Dis-Chem Pharmacies has reported strong financial results for the first half of 2024, showcasing a 16.3% increase in headline earnings per share (HEPS). The group’s focus on expansion and efficient cost management has significantly boosted its bottom line. Dis-Chem recorded a 9.6% rise in total revenue for the six months ending in August, reaching R19.6 billion.

The retail segment saw revenue grow by 7.1% to R16.7 billion, driven mainly by comparable pharmacy store sales, which rose by 4.8%. Dis-Chem added seven new retail pharmacy locations, expanding its network to 274 retail pharmacies and 53 baby stores.

In its wholesale division, Dis-Chem achieved a 10% increase in revenue, totalling R15 billion.

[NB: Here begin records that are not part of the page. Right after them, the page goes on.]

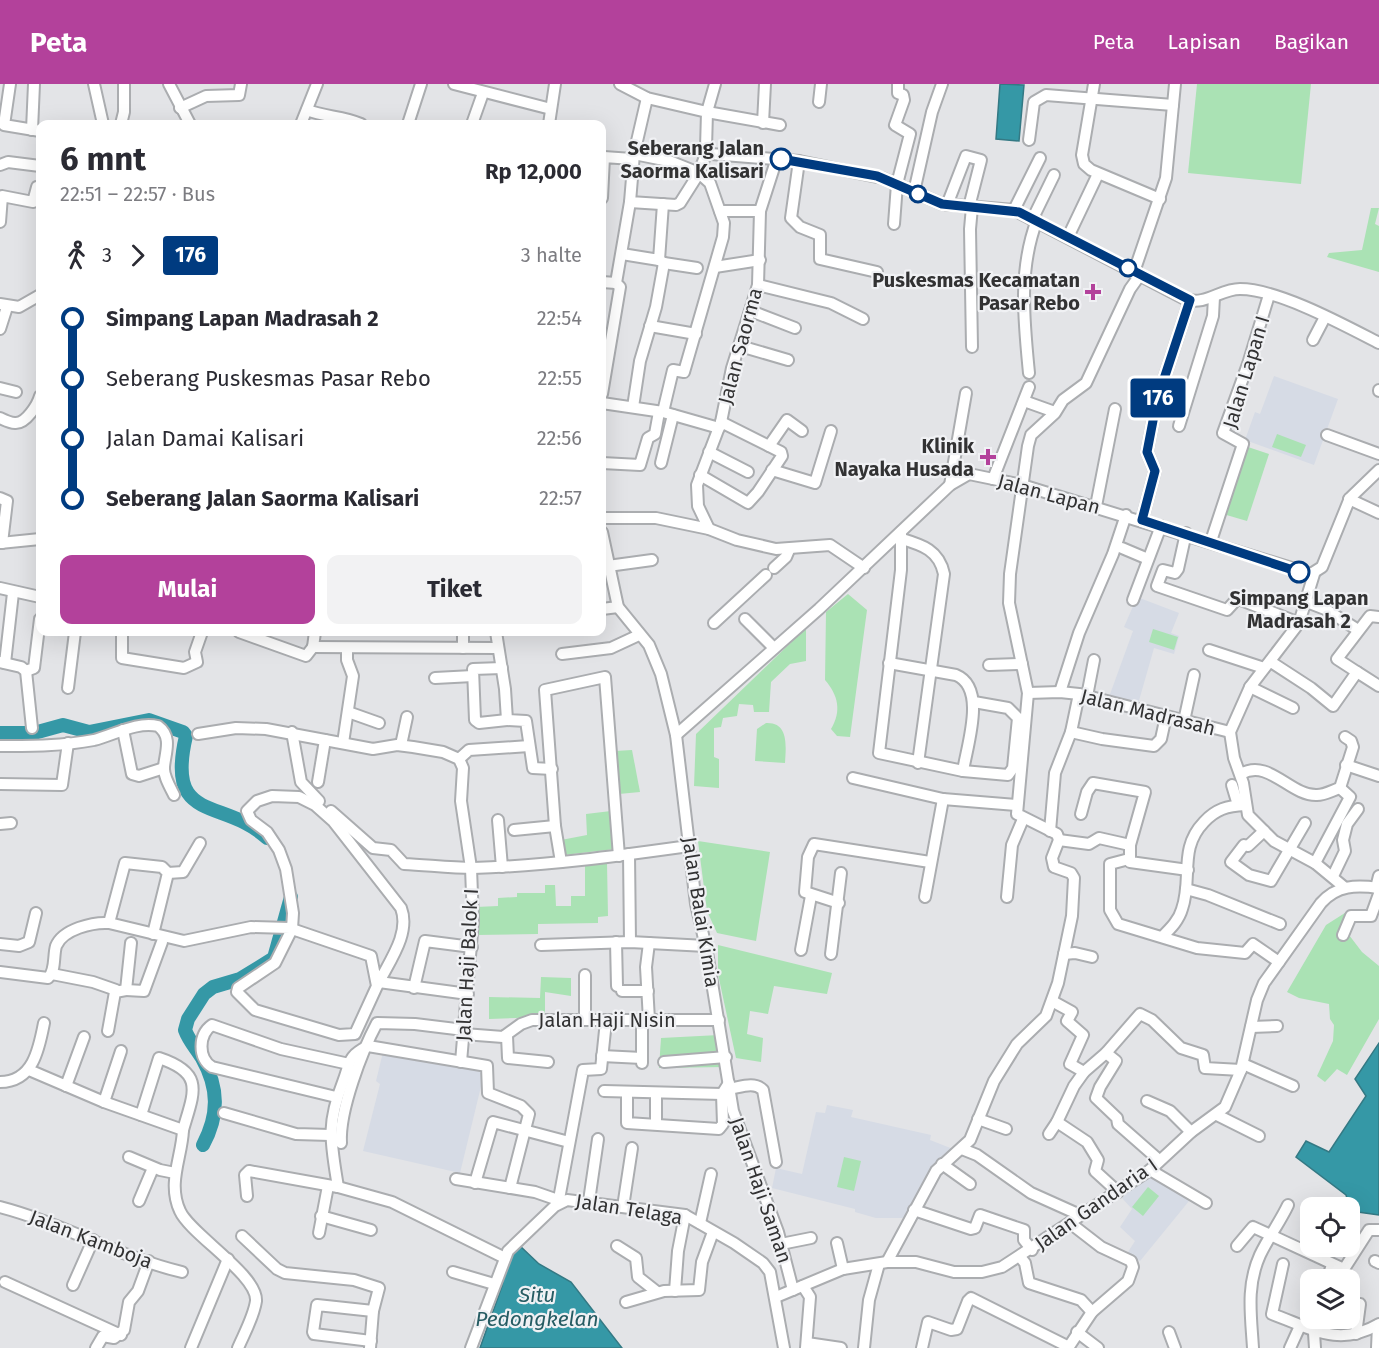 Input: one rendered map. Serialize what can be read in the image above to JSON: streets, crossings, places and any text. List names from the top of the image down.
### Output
{
  "streets": {
    "street": [
      "Jalan Saorma",
      "Jalan Lapan I",
      "Jalan Lapan",
      "Jalan Madrasah",
      "Jalan Balai Kimia",
      "Jalan Haji Balok I",
      "Jalan Haji Nisin",
      "Jalan Haji Saman",
      "Jalan Gandaria I",
      "Jalan Telaga",
      "Jalan Kamboja"
    ]
  },
  "crossings": [
    ["Jalan Lapan I", "Jalan Lapan"],
    ["Jalan Lapan", "Jalan Madrasah"],
    ["Jalan Lapan", "Jalan Balai Kimia"],
    ["Jalan Balai Kimia", "Jalan Haji Nisin"],
    ["Jalan Balai Kimia", "Jalan Haji Saman"],
    ["Jalan Haji Saman", "Jalan Gandaria I"],
    ["Jalan Gandaria I", "Jalan Telaga"]
  ],
  "water": ["Situ Pedongkelan"],
  "places": {
    "other": ["Seberang Jalan Saorma Kalisari", "Simpang Lapan Madrasah 2"],
    "health": ["Puskesmas Kecamatan Pasar Rebo", "Klinik Nayaka Husada"]
  },
  "lines": ["bus line 176"],
  "page": {
    "header": "Peta",
    "nav": ["Peta", "Lapisan", "Bagikan"],
    "on_map": "176",
    "heading": ["6 mnt", "22:51 – 22:57 · Bus", "Rp 12,000"],
    "legs": ["3", "176", "3 halte"],
    "list": [
      {
        "name": "Simpang Lapan Madrasah 2",
        "value": "22:54"
      },
      {
        "name": "Seberang Puskesmas Pasar Rebo",
        "value": "22:55"
      },
      {
        "name": "Jalan Damai Kalisari",
        "value": "22:56"
      },
      {
        "name": "Seberang Jalan Saorma Kalisari",
        "value": "22:57"
      }
    ],
    "buttons": ["Mulai", "Tiket"]
  }
} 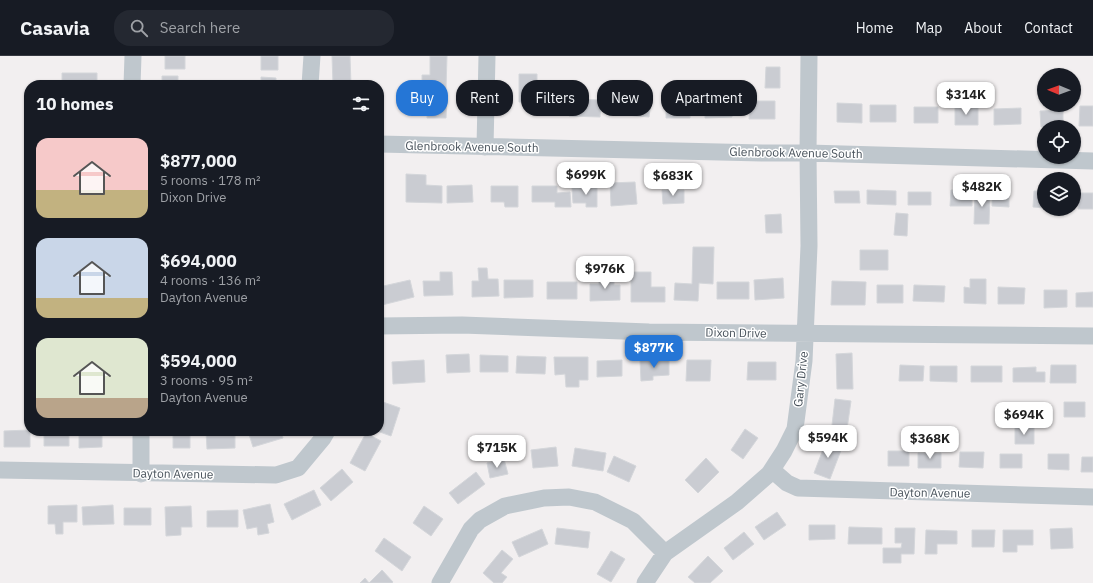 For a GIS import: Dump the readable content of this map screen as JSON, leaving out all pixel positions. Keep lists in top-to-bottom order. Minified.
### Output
{"streets":{"street":["Glenbrook Avenue South","Dixon Drive","Gary Drive","Dayton Avenue"]},"crossings":[["Glenbrook Avenue South","Gary Drive"],["Dixon Drive","Gary Drive"],["Gary Drive","Dayton Avenue"]],"north":"left","page":{"header":"Casavia","search":"Search here","nav":["Home","Map","About","Contact"],"chip":["Buy","Rent","Filters","New","Apartment"],"heading":"10 homes","price":["$314K","$699K","$683K","$482K","$976K","$877K","$694K","$594K","$368K","$715K"],"list":[{"name":"$877,000","note":"5 rooms · 178 m² · Dixon Drive"},{"name":"$694,000","note":"4 rooms · 136 m² · Dayton Avenue"},{"name":"$594,000","note":"3 rooms · 95 m² · Dayton Avenue"}]}}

This growth came from strong demand among independent pharmacies and The Local Choice (TLC) franchise network.

Sales to external customers surged by 26.6% as more independent pharmacies partnered with Dis-Chem’s streamlined supply chain solutions. The TLC network expanded to 221 stores, up from 205 in February, as more independent pharmacies joined the franchise.

Strategic focus on sustainable value drives profitability

CEO Rui Morais attributed Dis-Chem’s financial performance to a focused growth strategy for sustainable shareholder returns. Key to this was a new staffing model that optimised payroll costs, contributing to positive operating leverage.

Dis-Chem plans to add 137,000 square meters to its retail footprint over three years. Thirteen new pharmacy stores are expected to open by year-end, with four already operational. This expansion aligns with Dis-Chem’s strategy to deepen its reach and meet the growing demand for accessible healthcare solutions across South Africa.